PROBLEM TO WORK ON: Could you transcribe the entries below exactly, without any of the pictures?

INFORMATION SHOWN:
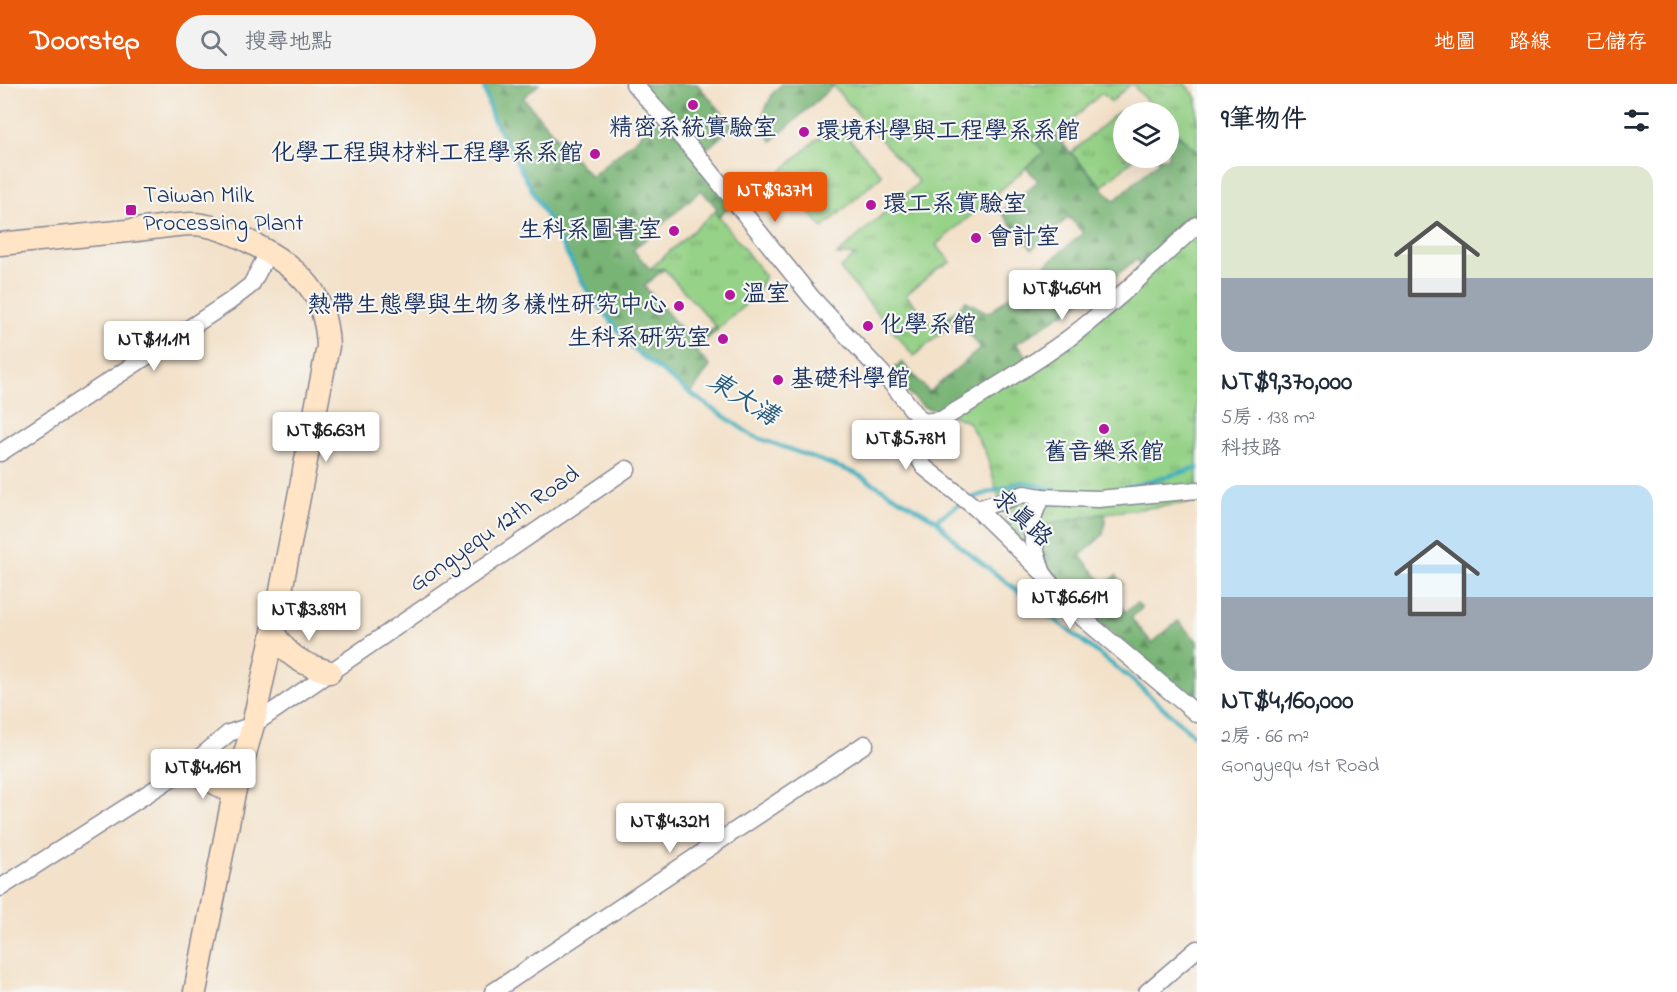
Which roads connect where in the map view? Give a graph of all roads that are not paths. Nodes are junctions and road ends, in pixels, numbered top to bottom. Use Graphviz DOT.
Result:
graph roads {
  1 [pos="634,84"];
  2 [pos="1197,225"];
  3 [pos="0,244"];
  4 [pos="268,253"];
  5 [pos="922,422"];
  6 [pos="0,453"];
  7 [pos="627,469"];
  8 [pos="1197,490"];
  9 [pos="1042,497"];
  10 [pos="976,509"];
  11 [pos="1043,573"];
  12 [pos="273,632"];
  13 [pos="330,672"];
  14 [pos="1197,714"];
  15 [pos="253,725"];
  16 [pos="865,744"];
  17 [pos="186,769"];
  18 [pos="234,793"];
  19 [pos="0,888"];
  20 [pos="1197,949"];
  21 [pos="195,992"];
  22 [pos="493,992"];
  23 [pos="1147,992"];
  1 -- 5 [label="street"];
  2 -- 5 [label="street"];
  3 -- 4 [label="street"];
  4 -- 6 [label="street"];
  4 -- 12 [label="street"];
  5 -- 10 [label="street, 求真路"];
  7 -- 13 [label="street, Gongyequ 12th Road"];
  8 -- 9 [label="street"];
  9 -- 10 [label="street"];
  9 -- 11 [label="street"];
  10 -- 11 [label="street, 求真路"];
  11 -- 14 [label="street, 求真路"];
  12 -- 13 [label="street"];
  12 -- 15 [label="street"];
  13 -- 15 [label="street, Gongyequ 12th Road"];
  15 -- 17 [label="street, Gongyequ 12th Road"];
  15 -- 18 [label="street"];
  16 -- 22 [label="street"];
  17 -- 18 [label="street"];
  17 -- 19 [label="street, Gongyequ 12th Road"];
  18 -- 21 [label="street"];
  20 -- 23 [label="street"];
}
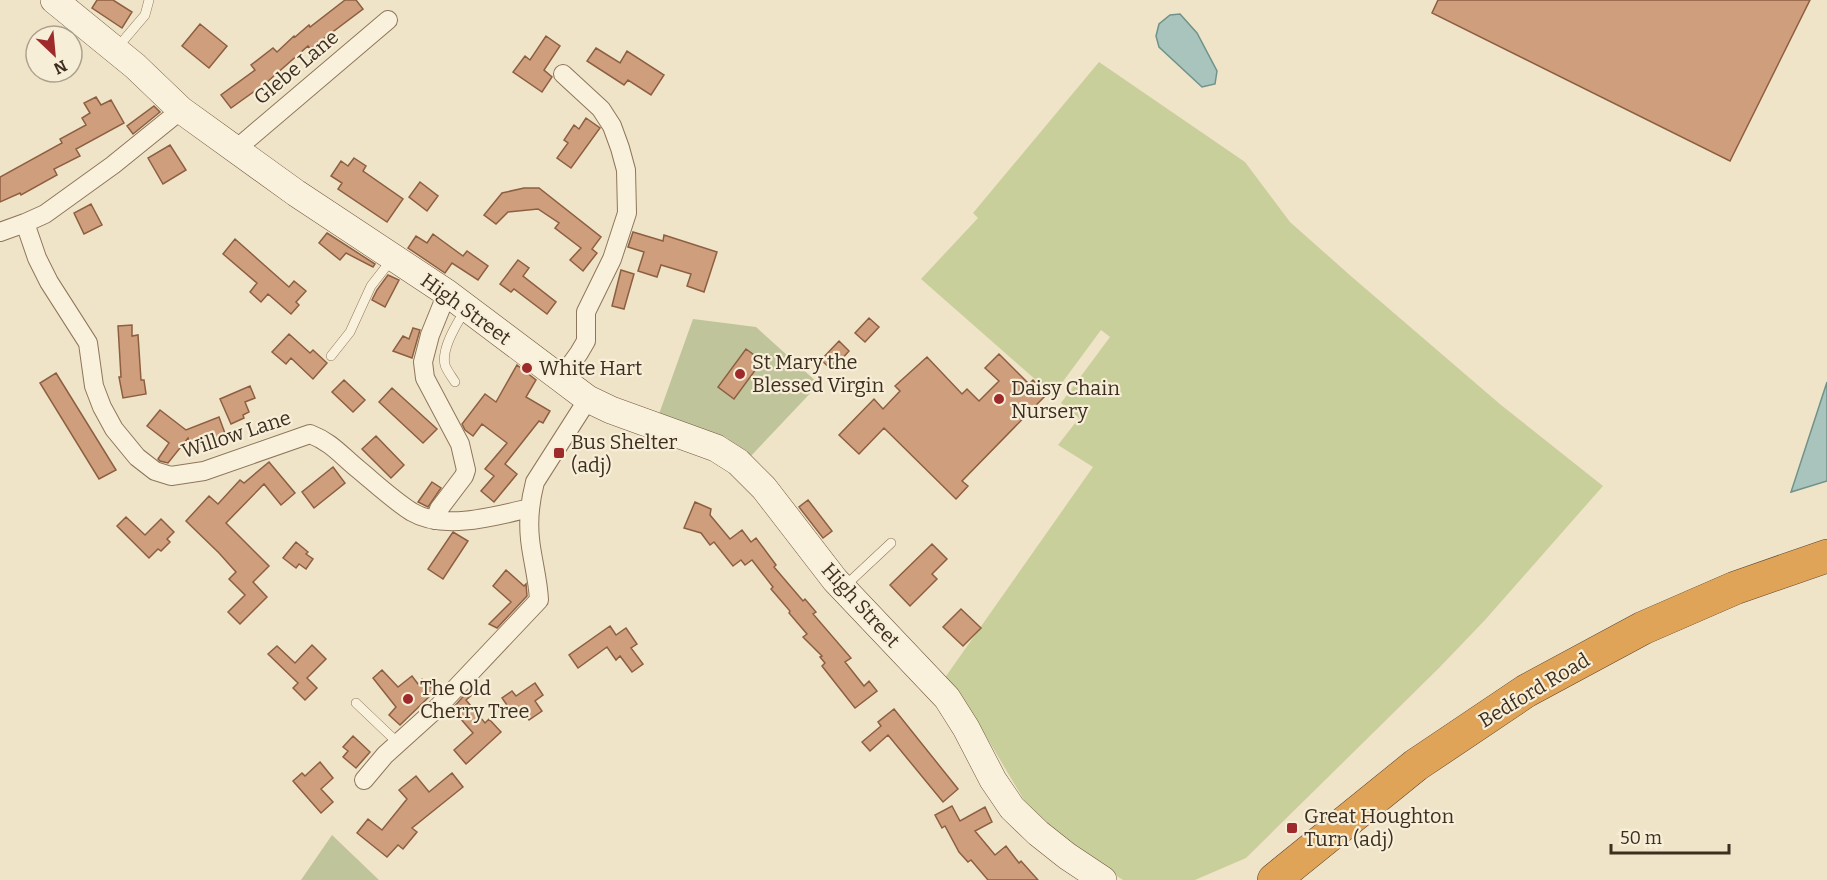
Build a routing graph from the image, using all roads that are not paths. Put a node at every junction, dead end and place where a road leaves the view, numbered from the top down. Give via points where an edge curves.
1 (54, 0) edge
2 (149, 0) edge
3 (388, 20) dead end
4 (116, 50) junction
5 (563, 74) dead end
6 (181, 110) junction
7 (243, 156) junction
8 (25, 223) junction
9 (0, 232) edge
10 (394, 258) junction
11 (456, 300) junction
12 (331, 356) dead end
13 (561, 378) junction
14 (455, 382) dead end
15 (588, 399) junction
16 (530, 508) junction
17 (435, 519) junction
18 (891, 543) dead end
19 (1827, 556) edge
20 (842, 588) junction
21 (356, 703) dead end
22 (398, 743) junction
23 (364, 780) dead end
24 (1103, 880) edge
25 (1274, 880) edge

REPLY:
Which roads connect where in the map view? Give a graph of all roads that are not paths. Nodes are junctions and road ends, in pixels, numbered top to bottom. Use Graphviz DOT.
Result:
graph roads {
  1 [pos="634,84"];
  2 [pos="1197,225"];
  3 [pos="0,244"];
  4 [pos="268,253"];
  5 [pos="922,422"];
  6 [pos="0,453"];
  7 [pos="627,469"];
  8 [pos="1197,490"];
  9 [pos="1042,497"];
  10 [pos="976,509"];
  11 [pos="1043,573"];
  12 [pos="273,632"];
  13 [pos="330,672"];
  14 [pos="1197,714"];
  15 [pos="253,725"];
  16 [pos="865,744"];
  17 [pos="186,769"];
  18 [pos="234,793"];
  19 [pos="0,888"];
  20 [pos="1197,949"];
  21 [pos="195,992"];
  22 [pos="493,992"];
  23 [pos="1147,992"];
  1 -- 5 [label="street"];
  2 -- 5 [label="street"];
  3 -- 4 [label="street"];
  4 -- 6 [label="street"];
  4 -- 12 [label="street"];
  5 -- 10 [label="street, 求真路"];
  7 -- 13 [label="street, Gongyequ 12th Road"];
  8 -- 9 [label="street"];
  9 -- 10 [label="street"];
  9 -- 11 [label="street"];
  10 -- 11 [label="street, 求真路"];
  11 -- 14 [label="street, 求真路"];
  12 -- 13 [label="street"];
  12 -- 15 [label="street"];
  13 -- 15 [label="street, Gongyequ 12th Road"];
  15 -- 17 [label="street, Gongyequ 12th Road"];
  15 -- 18 [label="street"];
  16 -- 22 [label="street"];
  17 -- 18 [label="street"];
  17 -- 19 [label="street, Gongyequ 12th Road"];
  18 -- 21 [label="street"];
  20 -- 23 [label="street"];
}
Build a routing graph from the image, using all roads that are not paths. Put a node at every junction, dead end and place where a road leaves the view, numbered from the top down. Give via points where an edge curves.
1 (54, 0) edge
2 (149, 0) edge
3 (388, 20) dead end
4 (116, 50) junction
5 (563, 74) dead end
6 (181, 110) junction
7 (243, 156) junction
8 (25, 223) junction
9 (0, 232) edge
10 (394, 258) junction
11 (456, 300) junction
12 (331, 356) dead end
13 (561, 378) junction
14 (455, 382) dead end
15 (588, 399) junction
16 (530, 508) junction
17 (435, 519) junction
18 (891, 543) dead end
19 (1827, 556) edge
20 (842, 588) junction
21 (356, 703) dead end
22 (398, 743) junction
23 (364, 780) dead end
24 (1103, 880) edge
25 (1274, 880) edge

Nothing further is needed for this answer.